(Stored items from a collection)
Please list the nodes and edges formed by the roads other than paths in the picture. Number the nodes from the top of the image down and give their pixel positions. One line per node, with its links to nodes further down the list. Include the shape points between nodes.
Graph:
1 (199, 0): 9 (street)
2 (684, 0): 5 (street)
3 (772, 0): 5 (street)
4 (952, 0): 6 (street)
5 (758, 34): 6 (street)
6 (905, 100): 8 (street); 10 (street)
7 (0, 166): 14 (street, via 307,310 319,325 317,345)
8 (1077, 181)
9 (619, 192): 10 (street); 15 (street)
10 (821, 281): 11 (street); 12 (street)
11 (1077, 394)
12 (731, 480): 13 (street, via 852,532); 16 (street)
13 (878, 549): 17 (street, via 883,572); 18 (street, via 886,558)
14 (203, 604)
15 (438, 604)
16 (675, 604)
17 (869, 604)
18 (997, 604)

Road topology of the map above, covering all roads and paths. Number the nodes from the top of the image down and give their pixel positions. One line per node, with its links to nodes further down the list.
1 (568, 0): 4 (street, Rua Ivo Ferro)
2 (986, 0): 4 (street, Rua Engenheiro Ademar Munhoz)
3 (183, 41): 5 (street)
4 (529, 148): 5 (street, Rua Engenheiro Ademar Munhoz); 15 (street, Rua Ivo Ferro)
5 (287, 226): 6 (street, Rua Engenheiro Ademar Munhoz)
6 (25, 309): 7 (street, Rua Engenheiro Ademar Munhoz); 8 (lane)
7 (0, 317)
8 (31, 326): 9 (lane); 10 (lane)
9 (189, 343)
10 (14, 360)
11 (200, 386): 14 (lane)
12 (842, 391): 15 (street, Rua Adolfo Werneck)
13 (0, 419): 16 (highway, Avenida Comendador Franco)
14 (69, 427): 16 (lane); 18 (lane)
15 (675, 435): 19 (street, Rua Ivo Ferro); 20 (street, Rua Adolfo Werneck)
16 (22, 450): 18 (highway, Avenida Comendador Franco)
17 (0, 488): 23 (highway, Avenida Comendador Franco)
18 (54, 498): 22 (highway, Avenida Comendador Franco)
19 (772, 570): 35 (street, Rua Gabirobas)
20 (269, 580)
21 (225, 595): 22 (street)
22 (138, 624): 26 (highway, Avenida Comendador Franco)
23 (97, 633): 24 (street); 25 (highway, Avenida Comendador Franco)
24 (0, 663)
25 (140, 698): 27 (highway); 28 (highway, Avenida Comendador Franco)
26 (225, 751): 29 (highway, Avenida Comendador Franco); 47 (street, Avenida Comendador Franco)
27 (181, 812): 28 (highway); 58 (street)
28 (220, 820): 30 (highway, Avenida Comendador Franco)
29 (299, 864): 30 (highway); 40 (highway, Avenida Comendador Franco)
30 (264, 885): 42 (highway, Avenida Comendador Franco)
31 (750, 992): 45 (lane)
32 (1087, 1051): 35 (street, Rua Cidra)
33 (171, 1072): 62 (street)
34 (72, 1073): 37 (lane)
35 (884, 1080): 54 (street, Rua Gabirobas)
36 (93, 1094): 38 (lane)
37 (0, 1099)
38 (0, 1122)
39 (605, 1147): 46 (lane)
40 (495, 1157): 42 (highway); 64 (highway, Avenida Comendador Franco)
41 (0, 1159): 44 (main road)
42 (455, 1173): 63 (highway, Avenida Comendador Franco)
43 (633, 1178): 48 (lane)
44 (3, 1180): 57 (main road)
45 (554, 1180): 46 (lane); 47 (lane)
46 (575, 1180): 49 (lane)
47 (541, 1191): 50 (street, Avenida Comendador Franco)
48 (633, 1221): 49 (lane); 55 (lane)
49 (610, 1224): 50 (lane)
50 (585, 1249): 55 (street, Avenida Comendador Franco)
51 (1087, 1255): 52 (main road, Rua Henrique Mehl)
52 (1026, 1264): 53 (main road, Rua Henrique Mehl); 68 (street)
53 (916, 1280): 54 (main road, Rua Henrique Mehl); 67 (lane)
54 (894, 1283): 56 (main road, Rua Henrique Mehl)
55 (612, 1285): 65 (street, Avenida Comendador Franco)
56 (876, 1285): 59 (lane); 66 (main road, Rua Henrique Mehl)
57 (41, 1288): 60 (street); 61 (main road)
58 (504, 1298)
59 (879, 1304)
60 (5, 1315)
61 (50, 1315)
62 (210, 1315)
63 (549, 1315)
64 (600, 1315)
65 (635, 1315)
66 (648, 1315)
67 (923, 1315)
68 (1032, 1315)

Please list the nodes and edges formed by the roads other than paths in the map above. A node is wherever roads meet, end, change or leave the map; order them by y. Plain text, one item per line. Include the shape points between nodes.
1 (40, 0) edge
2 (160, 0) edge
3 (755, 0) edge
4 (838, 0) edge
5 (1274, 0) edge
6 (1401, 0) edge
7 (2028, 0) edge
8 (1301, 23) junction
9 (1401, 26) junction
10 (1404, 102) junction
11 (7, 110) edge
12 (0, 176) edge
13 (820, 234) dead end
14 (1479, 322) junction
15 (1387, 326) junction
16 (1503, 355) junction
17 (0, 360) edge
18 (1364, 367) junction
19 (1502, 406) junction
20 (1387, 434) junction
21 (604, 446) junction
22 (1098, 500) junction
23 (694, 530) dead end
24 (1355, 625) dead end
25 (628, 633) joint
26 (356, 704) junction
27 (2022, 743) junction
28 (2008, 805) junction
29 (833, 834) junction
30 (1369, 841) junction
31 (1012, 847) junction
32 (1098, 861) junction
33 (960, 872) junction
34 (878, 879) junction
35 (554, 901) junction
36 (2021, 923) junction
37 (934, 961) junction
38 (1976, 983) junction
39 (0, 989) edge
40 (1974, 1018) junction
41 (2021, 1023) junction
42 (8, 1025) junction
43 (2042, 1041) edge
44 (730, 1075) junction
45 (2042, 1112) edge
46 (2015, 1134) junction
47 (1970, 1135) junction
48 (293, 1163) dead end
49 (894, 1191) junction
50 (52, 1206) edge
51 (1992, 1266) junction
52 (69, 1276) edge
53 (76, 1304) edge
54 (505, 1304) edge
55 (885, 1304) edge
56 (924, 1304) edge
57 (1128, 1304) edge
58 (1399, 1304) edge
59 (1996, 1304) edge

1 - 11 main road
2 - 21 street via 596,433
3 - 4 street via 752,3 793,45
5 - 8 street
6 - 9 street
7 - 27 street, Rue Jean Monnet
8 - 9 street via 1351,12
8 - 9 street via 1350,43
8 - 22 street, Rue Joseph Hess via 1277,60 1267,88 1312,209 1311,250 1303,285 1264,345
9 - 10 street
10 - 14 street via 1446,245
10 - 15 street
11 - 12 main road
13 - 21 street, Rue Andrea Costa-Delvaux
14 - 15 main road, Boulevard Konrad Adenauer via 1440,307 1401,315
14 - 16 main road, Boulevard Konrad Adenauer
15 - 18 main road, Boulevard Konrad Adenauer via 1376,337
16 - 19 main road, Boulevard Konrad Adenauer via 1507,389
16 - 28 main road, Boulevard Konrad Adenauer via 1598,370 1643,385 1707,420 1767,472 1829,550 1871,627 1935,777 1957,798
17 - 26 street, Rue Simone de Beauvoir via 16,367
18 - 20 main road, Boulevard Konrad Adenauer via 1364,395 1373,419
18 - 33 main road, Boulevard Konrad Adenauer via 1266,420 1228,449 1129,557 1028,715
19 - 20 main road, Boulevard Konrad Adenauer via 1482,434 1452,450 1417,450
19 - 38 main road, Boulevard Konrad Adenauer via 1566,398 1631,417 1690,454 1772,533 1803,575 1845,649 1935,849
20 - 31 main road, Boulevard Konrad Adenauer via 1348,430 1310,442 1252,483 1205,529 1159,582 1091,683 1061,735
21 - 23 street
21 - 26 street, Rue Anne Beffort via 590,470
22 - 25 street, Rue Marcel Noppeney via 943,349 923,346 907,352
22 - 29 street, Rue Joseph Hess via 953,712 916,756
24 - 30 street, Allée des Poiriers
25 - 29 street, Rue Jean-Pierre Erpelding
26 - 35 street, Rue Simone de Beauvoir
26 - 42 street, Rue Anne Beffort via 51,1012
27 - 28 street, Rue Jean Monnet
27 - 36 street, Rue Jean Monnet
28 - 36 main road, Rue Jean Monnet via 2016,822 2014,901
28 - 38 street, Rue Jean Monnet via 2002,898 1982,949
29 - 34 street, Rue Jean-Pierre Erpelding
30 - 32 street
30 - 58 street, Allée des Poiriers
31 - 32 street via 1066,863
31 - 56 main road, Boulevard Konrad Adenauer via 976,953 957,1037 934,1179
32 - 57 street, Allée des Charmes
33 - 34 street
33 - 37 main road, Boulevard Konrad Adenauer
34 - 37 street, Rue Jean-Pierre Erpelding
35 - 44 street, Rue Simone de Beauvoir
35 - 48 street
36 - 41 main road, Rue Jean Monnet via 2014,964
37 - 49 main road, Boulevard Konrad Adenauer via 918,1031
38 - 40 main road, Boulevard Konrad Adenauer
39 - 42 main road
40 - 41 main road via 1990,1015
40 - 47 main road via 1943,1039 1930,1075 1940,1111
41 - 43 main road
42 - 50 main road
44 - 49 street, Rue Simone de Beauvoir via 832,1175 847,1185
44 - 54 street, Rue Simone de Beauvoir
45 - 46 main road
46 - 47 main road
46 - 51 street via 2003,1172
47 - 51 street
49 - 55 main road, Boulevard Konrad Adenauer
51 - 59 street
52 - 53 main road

◆ EXERCISE:
Where a line of the entries contains the word "Hess", copy that line.

◆ SOLUTION TO THIS TASK:
8 - 22 street, Rue Joseph Hess via 1277,60 1267,88 1312,209 1311,250 1303,285 1264,345
22 - 29 street, Rue Joseph Hess via 953,712 916,756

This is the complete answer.